* **WHAT NEEDS TO BE DONE**
Identify all lines in the data containing the string "Боевая". Copy them out.

Stored items:

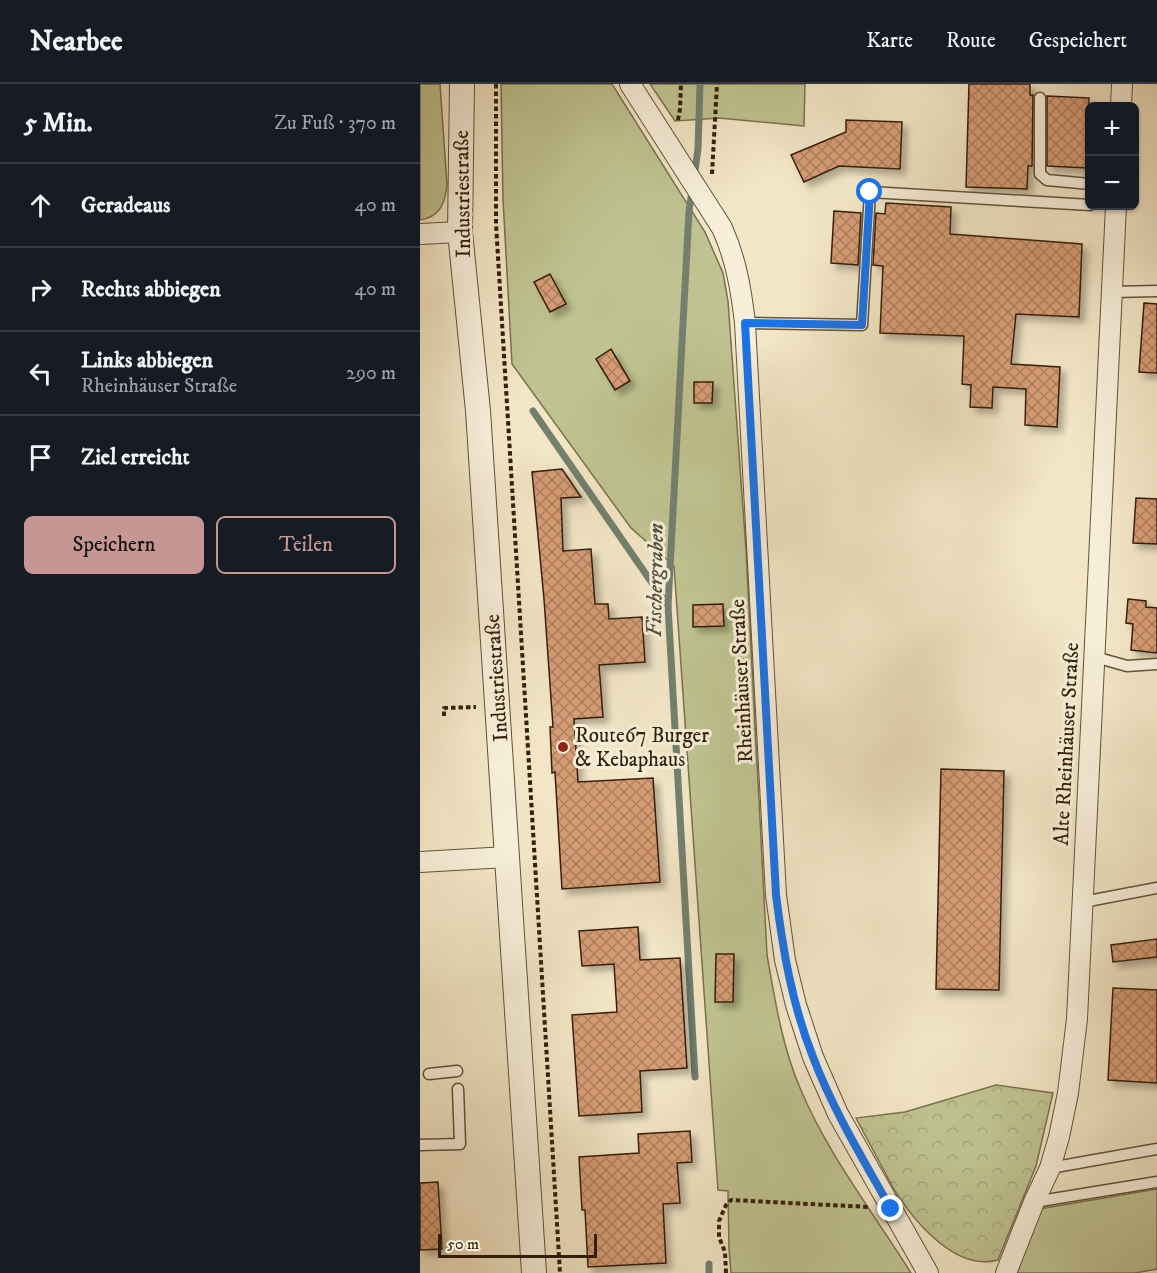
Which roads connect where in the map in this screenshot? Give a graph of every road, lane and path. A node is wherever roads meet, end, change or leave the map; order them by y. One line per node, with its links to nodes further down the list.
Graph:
1 (462, 84): 14 (street, Industriestraße)
2 (496, 84): 37 (path)
3 (630, 84): 9 (street, Rheinhäuser Straße)
4 (681, 84): 9 (path)
5 (717, 84): 11 (path)
6 (1122, 84): 8 (street)
7 (1040, 98): 10 (lane)
8 (1121, 102)
9 (674, 152): 11 (street, Rheinhäuser Straße)
10 (1085, 184)
11 (705, 200): 18 (street, Rheinhäuser Straße)
12 (1085, 205): 18 (lane)
13 (1116, 210): 17 (street, Alte Rheinhäuser Straße)
14 (460, 232): 15 (street); 21 (street, Industriestraße)
15 (420, 234)
16 (1157, 291): 17 (lane)
17 (1112, 292): 19 (street, Alte Rheinhäuser Straße)
18 (745, 323): 35 (street, Rheinhäuser Straße)
19 (1095, 657): 20 (lane); 26 (street, Alte Rheinhäuser Straße)
20 (1157, 664)
21 (497, 706): 22 (path); 23 (street, Industriestraße)
22 (444, 716)
23 (507, 857): 24 (street); 36 (street, Industriestraße)
24 (420, 862)
25 (1157, 888): 26 (lane)
26 (1083, 902): 32 (street, Alte Rheinhäuser Straße)
27 (457, 1071): 28 (lane)
28 (429, 1074)
29 (458, 1089): 30 (lane)
30 (420, 1145)
31 (1157, 1149): 32 (lane)
32 (1050, 1168): 34 (street, Alte Rheinhäuser Straße)
33 (1157, 1182): 34 (lane)
34 (1034, 1202): 40 (street, Alte Rheinhäuser Straße)
35 (891, 1209): 38 (path); 39 (street, Rheinhäuser Straße)
36 (534, 1273)
37 (560, 1273)
38 (726, 1273)
39 (928, 1273)
40 (1006, 1273)

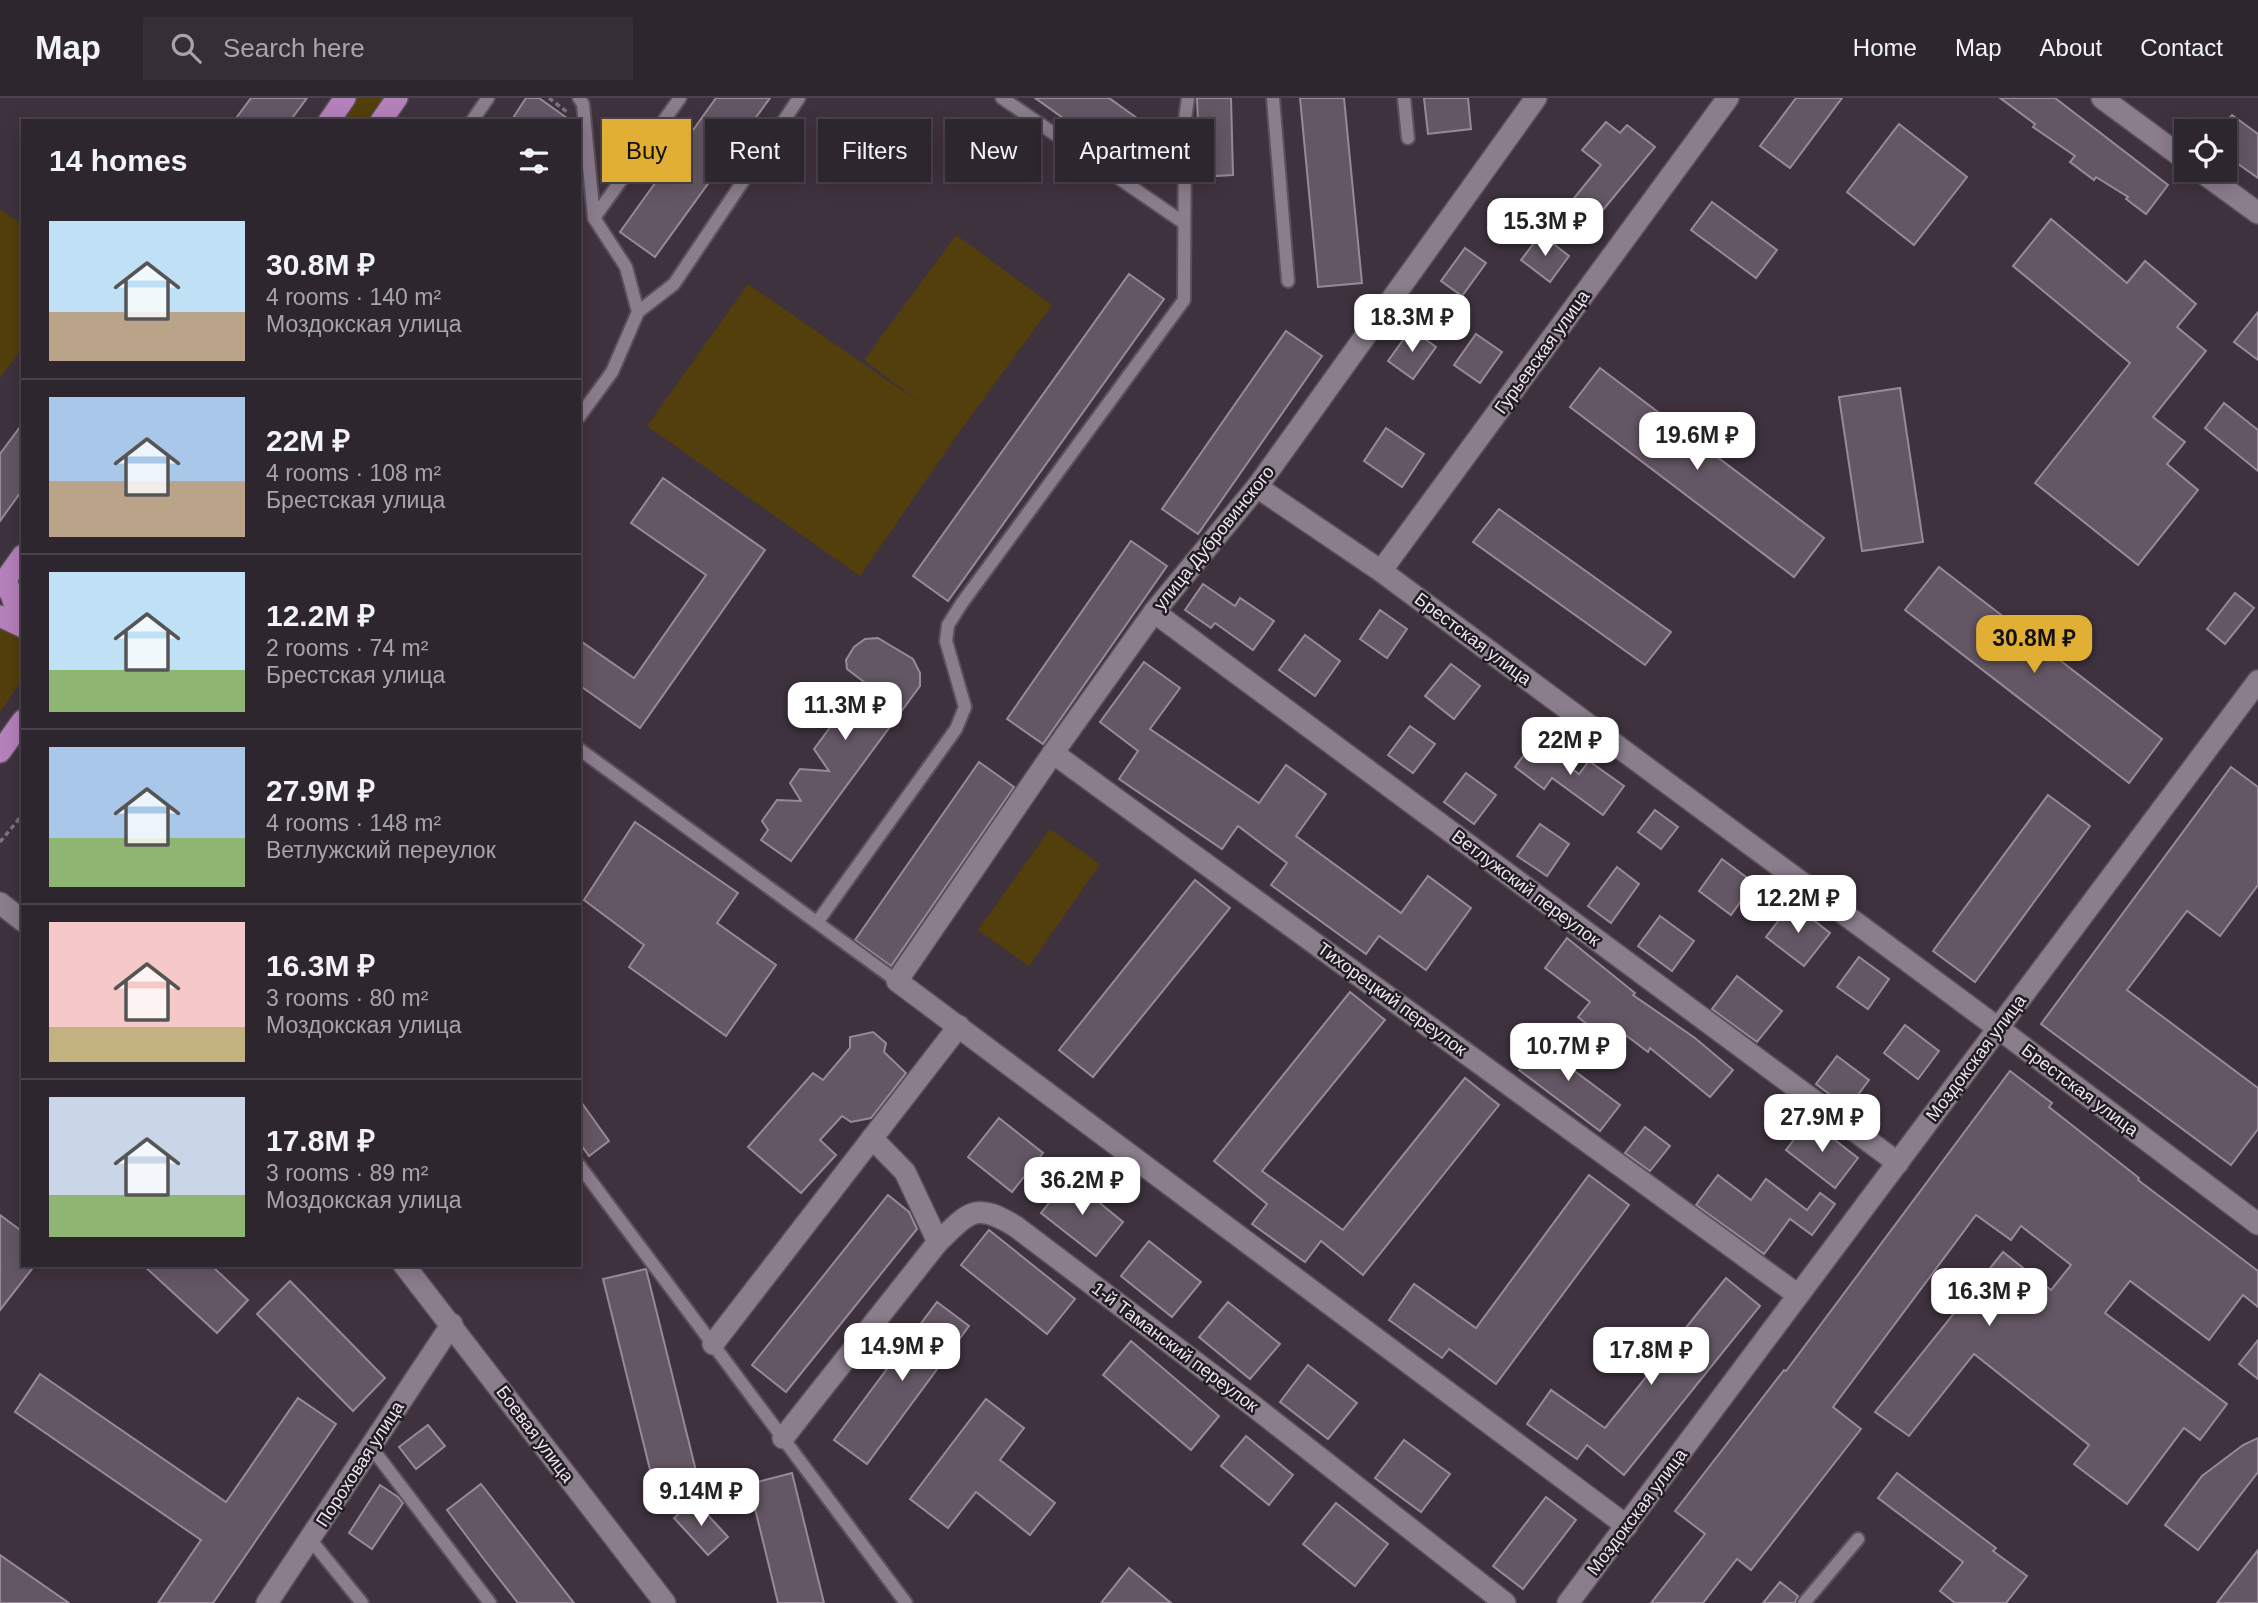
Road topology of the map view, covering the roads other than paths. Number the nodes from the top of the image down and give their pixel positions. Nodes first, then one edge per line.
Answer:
1 (345, 98) edge
2 (397, 98) edge
3 (488, 98) edge
4 (579, 98) edge
5 (680, 98) edge
6 (799, 98) edge
7 (1003, 98) edge
8 (1188, 98) edge
9 (1273, 98) edge
10 (1404, 98) edge
11 (1536, 98) edge
12 (1728, 98) edge
13 (2102, 98) edge
14 (330, 119) edge
15 (382, 119) edge
16 (473, 119) edge
17 (1408, 138) dead end
18 (2174, 151) edge
19 (584, 167) edge
20 (2215, 182) edge
21 (2258, 213) edge
22 (594, 218) junction
23 (1184, 223) junction
24 (1288, 281) dead end
25 (638, 312) junction
26 (581, 414) edge
27 (1256, 487) junction
28 (21, 558) edge
29 (1381, 571) junction
30 (3, 583) edge
31 (21, 608) edge
32 (1154, 612) junction
33 (0, 616) edge
34 (21, 626) edge
35 (2258, 681) edge
36 (21, 723) edge
37 (581, 750) edge
38 (0, 752) edge
39 (1053, 754) junction
40 (0, 903) edge
41 (21, 919) edge
42 (818, 921) junction
43 (897, 981) junction
44 (959, 1026) junction
45 (1998, 1028) junction
46 (872, 1138) junction
47 (1898, 1163) junction
48 (581, 1168) edge
49 (2258, 1224) edge
50 (938, 1242) junction
51 (406, 1267) edge
52 (1798, 1295) junction
53 (452, 1324) junction
54 (713, 1343) junction
55 (783, 1438) junction
56 (370, 1447) junction
57 (1628, 1526) junction
58 (310, 1539) junction
59 (1858, 1539) dead end
60 (267, 1603) edge
61 (362, 1603) edge
62 (490, 1603) edge
63 (665, 1603) edge
64 (906, 1603) edge
65 (1505, 1603) edge
66 (1568, 1603) edge
67 (1804, 1603) edge

1 - 14 main road
2 - 15 main road
3 - 16 lane
4 - 19 lane
5 - 22 lane
6 - 25 lane
7 - 23 lane
8 - 23 lane
9 - 24 lane
10 - 17 lane
11 - 27 street, улица Дубровинского
12 - 29 street, Гурьевская улица
13 - 18 street
19 - 22 lane
20 - 21 street
22 - 25 lane
23 - 42 lane
25 - 26 lane
27 - 29 street, Брестская улица
27 - 32 street, улица Дубровинского
28 - 30 main road
29 - 45 street, Брестская улица
30 - 31 main road
32 - 39 street, улица Дубровинского
32 - 47 street, Ветлужский переулок
33 - 34 main road
35 - 45 street, Моздокская улица
36 - 38 main road
37 - 42 lane
39 - 43 street, улица Дубровинского
39 - 52 street, Тихорецкий переулок
40 - 41 street
42 - 43 lane
43 - 44 street
44 - 46 street
44 - 57 street
45 - 47 street, Моздокская улица
45 - 49 street, Брестская улица
46 - 50 street
46 - 54 street
47 - 52 street, Моздокская улица
48 - 54 lane
50 - 55 street
50 - 65 street, 1-й Таманский переулок
51 - 53 street, Боевая улица
52 - 57 street, Моздокская улица
53 - 56 street, Пороховая улица
53 - 63 street, Боевая улица
54 - 55 lane
55 - 64 lane
56 - 58 street, Пороховая улица
56 - 62 lane
57 - 66 street, Моздокская улица
58 - 60 street, Пороховая улица
58 - 61 lane
59 - 67 lane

* **RESPONSE BELOW**
51 - 53 street, Боевая улица
53 - 63 street, Боевая улица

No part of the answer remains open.